TASK OBJECTIVE> Take the line with "middle tip: (483, 296)" and all lines after it, through the end of the records below, and repeat them exactly.

SUPPLIED DATA>
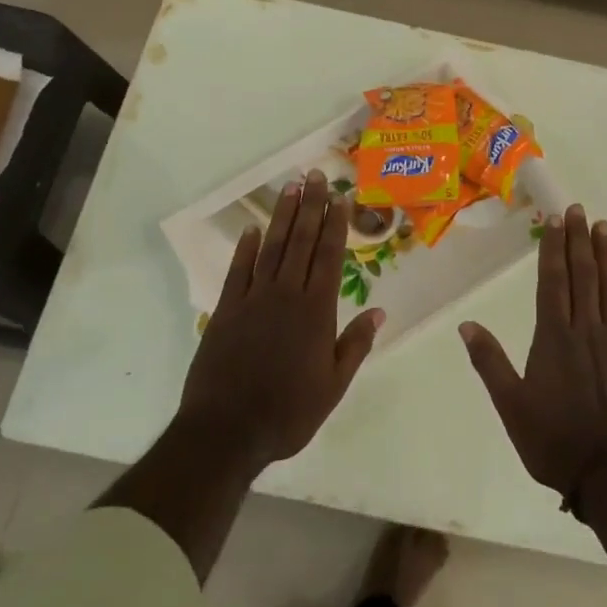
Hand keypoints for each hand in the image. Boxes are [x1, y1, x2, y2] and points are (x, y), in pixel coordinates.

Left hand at [178, 170, 384, 470]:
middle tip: (316, 176)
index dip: (336, 225)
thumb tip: (380, 311)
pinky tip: (252, 228)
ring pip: (272, 248)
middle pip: (302, 242)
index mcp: (317, 311)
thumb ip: (356, 344)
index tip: (341, 198)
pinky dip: (245, 247)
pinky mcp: (226, 309)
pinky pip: (238, 270)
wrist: (227, 430)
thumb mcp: (334, 385)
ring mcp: (253, 299)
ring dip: (283, 217)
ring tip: (292, 188)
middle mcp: (286, 295)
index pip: (330, 257)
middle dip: (312, 207)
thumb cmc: (289, 412)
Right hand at [459, 204, 606, 497]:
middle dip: (579, 241)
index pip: (552, 282)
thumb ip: (489, 362)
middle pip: (583, 277)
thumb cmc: (553, 440)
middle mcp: (586, 331)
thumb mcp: (510, 405)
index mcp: (553, 338)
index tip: (555, 221)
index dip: (553, 249)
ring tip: (604, 228)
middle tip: (580, 211)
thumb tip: (467, 325)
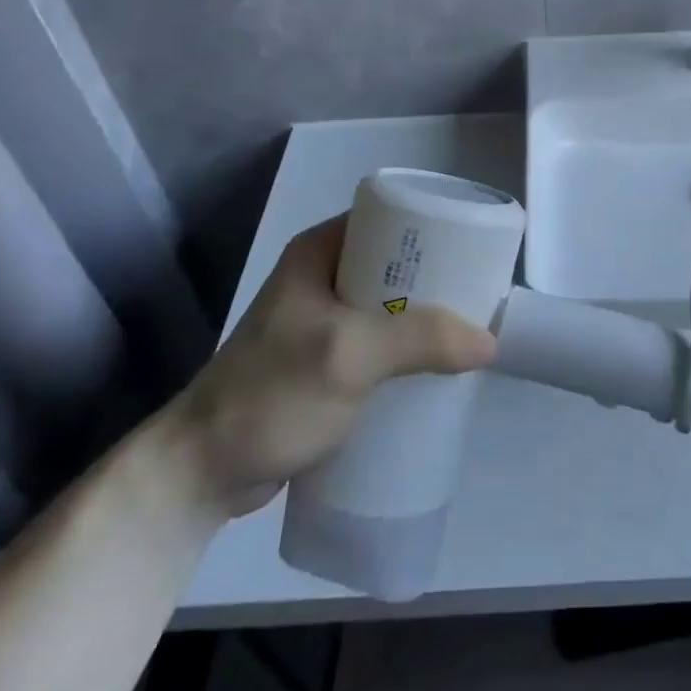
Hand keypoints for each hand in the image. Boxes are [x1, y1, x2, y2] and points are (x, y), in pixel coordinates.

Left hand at [163, 215, 496, 517]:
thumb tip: (490, 341)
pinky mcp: (328, 361)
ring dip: (429, 318)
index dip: (437, 227)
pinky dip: (411, 349)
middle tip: (483, 296)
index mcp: (321, 251)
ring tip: (471, 332)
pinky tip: (439, 367)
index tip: (479, 249)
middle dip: (441, 279)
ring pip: (393, 306)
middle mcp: (324, 276)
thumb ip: (420, 340)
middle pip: (398, 264)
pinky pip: (383, 342)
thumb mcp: (348, 355)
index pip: (392, 218)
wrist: (200, 472)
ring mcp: (324, 320)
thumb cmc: (270, 395)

EXERCISE OUTPUT>
middle tip: (483, 296)
index mcp: (321, 251)
ring tip: (471, 332)
pinky tip: (439, 367)
index tip: (479, 249)
middle dip: (441, 279)
ring pip: (393, 306)
middle mcp: (324, 276)
thumb ip: (420, 340)
middle pip: (398, 264)
pinky pip: (383, 342)
thumb mcp: (348, 355)
index pip: (392, 218)
wrist: (200, 472)
ring mcp: (324, 320)
thumb cmc: (270, 395)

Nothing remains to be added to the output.